**Task description**
Look through the listing below and give the number of lines that hold "Бажова". Say nothing more.

**Data to use**
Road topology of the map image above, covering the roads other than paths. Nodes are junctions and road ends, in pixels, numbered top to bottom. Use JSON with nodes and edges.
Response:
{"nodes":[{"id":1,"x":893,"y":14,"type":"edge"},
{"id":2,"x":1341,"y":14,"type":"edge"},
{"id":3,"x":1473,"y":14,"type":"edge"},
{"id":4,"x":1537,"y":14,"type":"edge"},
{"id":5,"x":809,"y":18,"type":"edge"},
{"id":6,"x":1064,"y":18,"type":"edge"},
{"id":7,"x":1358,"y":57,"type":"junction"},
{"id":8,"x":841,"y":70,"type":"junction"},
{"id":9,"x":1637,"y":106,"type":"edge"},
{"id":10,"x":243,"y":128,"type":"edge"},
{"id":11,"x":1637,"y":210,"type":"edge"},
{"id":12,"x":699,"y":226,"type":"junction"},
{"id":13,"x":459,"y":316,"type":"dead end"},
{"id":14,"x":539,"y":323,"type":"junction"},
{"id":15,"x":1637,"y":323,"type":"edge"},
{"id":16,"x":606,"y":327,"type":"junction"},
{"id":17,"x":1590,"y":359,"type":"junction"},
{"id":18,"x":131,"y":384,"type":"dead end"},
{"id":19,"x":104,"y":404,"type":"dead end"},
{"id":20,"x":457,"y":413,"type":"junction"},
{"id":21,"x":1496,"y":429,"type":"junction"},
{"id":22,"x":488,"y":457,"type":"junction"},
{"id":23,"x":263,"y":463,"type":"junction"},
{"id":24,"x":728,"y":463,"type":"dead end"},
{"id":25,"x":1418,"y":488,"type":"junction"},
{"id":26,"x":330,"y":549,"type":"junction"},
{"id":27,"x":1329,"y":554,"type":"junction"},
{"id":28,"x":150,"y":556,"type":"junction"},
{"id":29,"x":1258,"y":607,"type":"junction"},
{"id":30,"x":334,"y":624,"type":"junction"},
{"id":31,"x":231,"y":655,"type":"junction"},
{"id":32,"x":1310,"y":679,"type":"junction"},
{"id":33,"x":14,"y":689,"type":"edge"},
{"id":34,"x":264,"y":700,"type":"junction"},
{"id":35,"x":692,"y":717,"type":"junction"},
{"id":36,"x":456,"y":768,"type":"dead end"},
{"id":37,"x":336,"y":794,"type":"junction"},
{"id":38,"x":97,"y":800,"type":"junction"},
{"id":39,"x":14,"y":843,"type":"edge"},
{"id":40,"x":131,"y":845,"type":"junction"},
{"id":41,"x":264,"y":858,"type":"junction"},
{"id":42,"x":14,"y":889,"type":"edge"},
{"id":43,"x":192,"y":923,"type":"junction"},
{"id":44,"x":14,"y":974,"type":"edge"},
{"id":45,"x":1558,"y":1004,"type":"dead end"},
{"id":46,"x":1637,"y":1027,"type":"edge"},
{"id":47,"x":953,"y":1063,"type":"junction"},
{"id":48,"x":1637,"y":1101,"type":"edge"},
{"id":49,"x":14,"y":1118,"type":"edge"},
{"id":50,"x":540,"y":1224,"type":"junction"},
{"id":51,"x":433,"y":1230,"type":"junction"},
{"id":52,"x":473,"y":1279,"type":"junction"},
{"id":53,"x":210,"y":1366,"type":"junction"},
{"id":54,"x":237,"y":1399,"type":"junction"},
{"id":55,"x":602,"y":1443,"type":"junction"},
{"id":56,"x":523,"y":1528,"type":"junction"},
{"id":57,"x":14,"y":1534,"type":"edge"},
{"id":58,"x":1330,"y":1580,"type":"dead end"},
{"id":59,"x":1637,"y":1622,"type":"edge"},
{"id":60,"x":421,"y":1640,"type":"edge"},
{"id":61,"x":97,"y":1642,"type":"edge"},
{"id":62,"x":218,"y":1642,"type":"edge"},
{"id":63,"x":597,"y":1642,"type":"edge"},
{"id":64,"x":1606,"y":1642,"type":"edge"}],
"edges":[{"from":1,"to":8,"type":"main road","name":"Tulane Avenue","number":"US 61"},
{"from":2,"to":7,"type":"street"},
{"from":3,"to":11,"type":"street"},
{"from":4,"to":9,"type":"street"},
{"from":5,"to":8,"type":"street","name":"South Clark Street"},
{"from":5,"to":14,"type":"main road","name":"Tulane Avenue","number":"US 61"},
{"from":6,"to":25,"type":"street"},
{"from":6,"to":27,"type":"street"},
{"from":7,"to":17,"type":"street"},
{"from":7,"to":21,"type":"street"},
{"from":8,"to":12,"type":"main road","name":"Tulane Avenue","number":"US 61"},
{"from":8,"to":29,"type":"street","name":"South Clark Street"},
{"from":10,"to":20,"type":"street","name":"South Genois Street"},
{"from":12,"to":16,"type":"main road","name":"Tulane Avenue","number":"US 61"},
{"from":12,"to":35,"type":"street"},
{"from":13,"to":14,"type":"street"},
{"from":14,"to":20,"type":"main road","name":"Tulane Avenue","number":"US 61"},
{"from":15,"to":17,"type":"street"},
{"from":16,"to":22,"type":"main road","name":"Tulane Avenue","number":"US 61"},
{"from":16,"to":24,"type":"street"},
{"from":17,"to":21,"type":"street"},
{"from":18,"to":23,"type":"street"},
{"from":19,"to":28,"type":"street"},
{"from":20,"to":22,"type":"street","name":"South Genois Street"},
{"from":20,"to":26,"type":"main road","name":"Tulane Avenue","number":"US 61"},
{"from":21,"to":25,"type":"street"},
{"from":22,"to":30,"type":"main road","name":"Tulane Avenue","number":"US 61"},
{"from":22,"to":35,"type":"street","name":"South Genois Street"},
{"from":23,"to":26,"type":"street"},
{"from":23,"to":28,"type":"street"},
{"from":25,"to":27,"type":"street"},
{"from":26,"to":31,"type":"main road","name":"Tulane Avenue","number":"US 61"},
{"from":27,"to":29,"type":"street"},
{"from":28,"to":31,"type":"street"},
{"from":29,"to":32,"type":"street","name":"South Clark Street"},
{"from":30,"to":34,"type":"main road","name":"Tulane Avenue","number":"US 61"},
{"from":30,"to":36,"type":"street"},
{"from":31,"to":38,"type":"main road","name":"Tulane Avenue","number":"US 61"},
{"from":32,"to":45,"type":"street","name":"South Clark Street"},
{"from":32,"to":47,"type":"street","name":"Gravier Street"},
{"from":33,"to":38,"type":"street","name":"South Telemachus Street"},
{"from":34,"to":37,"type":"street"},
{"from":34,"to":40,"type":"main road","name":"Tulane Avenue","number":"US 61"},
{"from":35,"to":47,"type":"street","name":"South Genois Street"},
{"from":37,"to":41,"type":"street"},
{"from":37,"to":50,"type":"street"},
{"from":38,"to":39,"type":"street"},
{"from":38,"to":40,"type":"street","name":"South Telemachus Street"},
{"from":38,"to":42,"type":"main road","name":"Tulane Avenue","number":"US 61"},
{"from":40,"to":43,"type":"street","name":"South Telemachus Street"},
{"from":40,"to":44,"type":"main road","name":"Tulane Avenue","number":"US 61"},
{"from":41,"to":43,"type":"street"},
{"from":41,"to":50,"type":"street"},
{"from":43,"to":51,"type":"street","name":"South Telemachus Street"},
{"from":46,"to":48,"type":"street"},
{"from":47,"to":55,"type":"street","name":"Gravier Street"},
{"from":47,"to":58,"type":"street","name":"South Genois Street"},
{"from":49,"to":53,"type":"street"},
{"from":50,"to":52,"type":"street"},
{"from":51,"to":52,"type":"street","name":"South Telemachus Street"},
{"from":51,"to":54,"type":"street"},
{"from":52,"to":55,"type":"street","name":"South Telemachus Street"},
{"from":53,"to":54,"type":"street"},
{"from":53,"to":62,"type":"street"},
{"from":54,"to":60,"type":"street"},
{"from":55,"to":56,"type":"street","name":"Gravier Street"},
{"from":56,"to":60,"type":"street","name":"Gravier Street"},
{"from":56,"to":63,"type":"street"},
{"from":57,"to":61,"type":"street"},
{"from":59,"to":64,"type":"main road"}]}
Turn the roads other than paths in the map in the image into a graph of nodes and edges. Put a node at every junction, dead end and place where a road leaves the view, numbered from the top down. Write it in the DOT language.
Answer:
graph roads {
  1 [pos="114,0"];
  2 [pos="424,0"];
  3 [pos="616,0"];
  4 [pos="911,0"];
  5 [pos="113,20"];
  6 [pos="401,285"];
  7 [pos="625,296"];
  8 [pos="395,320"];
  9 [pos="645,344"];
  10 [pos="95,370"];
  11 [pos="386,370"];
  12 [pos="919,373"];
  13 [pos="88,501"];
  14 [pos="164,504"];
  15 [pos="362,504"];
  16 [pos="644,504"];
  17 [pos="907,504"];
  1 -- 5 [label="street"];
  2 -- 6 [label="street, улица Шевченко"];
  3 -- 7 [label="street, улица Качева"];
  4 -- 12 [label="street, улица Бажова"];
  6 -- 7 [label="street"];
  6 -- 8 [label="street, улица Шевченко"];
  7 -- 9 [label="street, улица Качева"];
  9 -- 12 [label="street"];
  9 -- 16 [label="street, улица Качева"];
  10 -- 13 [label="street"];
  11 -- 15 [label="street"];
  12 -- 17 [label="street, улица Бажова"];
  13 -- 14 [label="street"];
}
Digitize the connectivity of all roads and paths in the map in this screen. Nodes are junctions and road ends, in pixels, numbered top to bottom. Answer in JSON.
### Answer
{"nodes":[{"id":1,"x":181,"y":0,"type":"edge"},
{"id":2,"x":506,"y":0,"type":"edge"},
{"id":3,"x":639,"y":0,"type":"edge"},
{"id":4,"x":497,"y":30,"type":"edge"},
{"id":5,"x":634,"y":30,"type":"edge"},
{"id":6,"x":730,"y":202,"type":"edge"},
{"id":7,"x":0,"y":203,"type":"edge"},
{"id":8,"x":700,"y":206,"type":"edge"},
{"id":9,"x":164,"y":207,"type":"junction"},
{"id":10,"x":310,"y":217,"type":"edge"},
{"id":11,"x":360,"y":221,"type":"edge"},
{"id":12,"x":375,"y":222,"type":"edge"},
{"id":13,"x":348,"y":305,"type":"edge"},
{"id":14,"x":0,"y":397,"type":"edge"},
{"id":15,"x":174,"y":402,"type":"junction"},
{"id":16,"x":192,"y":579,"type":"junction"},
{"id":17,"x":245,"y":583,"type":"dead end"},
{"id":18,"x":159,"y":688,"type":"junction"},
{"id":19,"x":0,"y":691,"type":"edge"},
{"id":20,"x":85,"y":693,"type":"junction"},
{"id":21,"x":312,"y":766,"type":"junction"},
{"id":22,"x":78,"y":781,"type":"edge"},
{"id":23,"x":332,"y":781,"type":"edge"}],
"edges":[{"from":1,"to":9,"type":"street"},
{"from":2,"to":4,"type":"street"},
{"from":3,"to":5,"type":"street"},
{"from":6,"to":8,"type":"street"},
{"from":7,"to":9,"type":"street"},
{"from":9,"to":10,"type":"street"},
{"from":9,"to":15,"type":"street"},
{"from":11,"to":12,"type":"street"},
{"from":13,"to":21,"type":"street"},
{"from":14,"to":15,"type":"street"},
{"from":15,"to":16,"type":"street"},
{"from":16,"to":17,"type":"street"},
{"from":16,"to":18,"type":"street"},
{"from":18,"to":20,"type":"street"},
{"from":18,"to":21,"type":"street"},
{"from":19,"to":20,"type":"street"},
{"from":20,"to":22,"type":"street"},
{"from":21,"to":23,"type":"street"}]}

**Answer to this task**
2